WORK ORDER: Nothing but the lines below from the one holding "index tip: (320, 192)" up to and including the one holding "middle mcp: (549, 211)" should be copied, exactly and without pictures.

DATA:

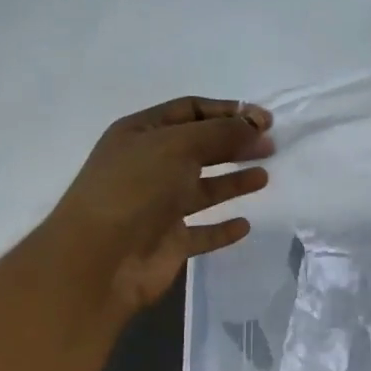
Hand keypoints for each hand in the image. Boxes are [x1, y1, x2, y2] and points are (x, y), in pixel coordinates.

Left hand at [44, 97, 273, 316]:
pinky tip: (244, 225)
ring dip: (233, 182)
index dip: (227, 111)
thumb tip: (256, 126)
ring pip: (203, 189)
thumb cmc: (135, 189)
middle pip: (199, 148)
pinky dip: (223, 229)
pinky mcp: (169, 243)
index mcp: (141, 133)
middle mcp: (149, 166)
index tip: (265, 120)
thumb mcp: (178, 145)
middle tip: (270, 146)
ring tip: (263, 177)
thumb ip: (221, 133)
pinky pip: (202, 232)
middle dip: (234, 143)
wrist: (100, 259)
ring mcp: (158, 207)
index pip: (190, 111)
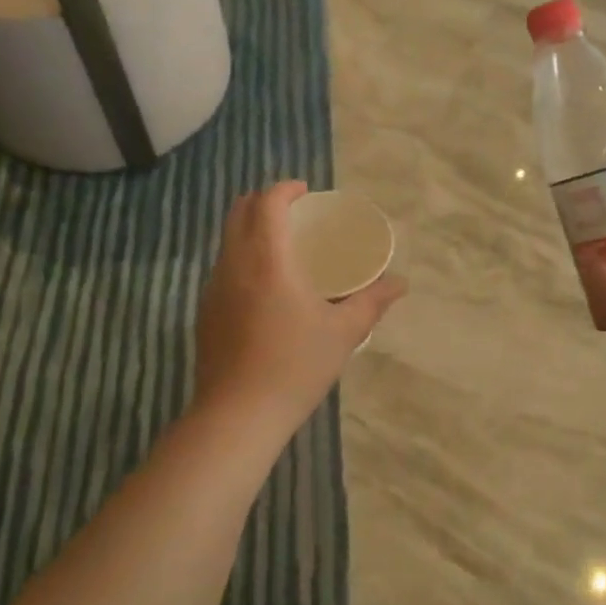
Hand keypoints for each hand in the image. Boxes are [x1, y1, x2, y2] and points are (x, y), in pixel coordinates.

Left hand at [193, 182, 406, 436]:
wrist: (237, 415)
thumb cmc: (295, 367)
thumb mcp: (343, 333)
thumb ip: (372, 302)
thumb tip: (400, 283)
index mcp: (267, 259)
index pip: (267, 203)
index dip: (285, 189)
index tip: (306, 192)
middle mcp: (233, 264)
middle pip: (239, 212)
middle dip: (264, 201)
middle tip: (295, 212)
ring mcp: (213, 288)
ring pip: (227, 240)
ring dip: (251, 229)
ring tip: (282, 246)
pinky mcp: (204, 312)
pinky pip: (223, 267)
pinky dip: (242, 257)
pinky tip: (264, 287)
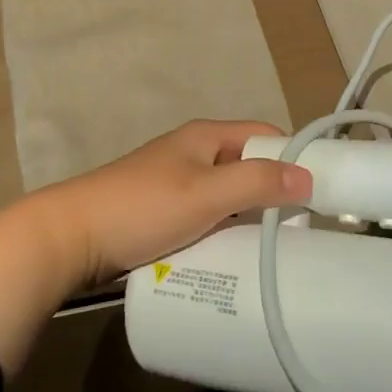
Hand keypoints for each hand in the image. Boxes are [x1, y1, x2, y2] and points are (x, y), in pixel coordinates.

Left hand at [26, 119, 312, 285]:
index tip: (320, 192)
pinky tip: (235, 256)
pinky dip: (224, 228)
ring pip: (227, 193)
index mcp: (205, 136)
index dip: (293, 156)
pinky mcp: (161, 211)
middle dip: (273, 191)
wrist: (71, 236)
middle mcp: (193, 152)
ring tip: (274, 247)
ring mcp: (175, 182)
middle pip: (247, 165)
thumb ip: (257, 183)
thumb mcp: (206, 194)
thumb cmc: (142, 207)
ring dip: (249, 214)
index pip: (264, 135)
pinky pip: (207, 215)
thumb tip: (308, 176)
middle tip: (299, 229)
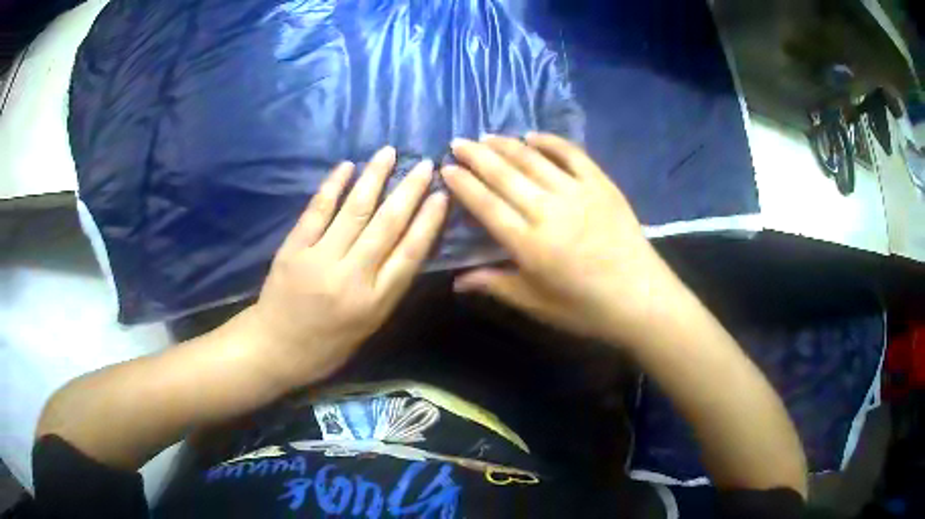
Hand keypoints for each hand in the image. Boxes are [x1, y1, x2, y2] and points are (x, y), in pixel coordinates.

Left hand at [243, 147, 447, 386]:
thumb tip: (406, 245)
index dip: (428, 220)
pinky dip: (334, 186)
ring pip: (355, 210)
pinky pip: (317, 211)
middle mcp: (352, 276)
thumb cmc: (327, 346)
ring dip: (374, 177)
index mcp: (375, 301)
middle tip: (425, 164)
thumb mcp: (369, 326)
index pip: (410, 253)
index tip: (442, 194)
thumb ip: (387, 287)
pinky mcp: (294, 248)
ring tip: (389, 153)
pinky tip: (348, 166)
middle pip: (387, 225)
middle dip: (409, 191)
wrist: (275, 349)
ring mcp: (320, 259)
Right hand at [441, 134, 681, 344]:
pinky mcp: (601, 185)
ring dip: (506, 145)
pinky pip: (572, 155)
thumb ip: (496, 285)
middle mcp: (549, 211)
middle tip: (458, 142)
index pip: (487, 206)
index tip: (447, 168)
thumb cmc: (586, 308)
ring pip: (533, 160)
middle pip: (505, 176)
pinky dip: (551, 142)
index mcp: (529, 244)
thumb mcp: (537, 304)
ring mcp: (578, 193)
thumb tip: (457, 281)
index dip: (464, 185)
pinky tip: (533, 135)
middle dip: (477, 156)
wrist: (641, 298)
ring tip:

EXERCISE RESULT:
index tip: (320, 192)
pinky tip: (235, 256)
pinky dip: (224, 228)
ring pip: (227, 193)
index mcp: (205, 136)
index dip: (293, 156)
pinky mcp: (161, 211)
middle dip: (273, 191)
wrist: (71, 236)
middle mcp: (193, 152)
ring tip: (274, 247)
ring mcp: (175, 182)
middle pip: (247, 165)
thumb ip: (257, 183)
thumb mcp: (206, 194)
thumb cmc: (142, 207)
ring dip: (249, 214)
index pip: (264, 135)
pinky pip: (207, 215)
thumb tip: (308, 176)
middle tip: (299, 229)
Hand keypoints for each hand in the image. Boxes are [x1, y1, x2, y2] and points are (x, y), in pixel coordinates.

Left hand at [243, 147, 447, 386]:
thumb tip: (406, 245)
index dip: (428, 220)
pinky dip: (334, 186)
ring pip: (355, 210)
pinky pip: (317, 211)
middle mcp: (352, 276)
thumb cmc: (327, 346)
ring dip: (374, 177)
index mcp: (375, 301)
middle tip: (425, 164)
thumb mcp: (369, 326)
index pip: (410, 253)
index tip: (442, 194)
thumb ip: (387, 287)
pinky mcp: (294, 248)
ring tip: (389, 153)
pinky tip: (348, 166)
middle pip: (387, 225)
middle dip: (409, 191)
wrist: (275, 349)
ring mcp: (320, 259)
Right hand at [441, 134, 681, 344]:
pinky mcp: (601, 185)
ring dip: (506, 145)
pinky pip: (572, 155)
thumb ip: (496, 285)
middle mcp: (549, 211)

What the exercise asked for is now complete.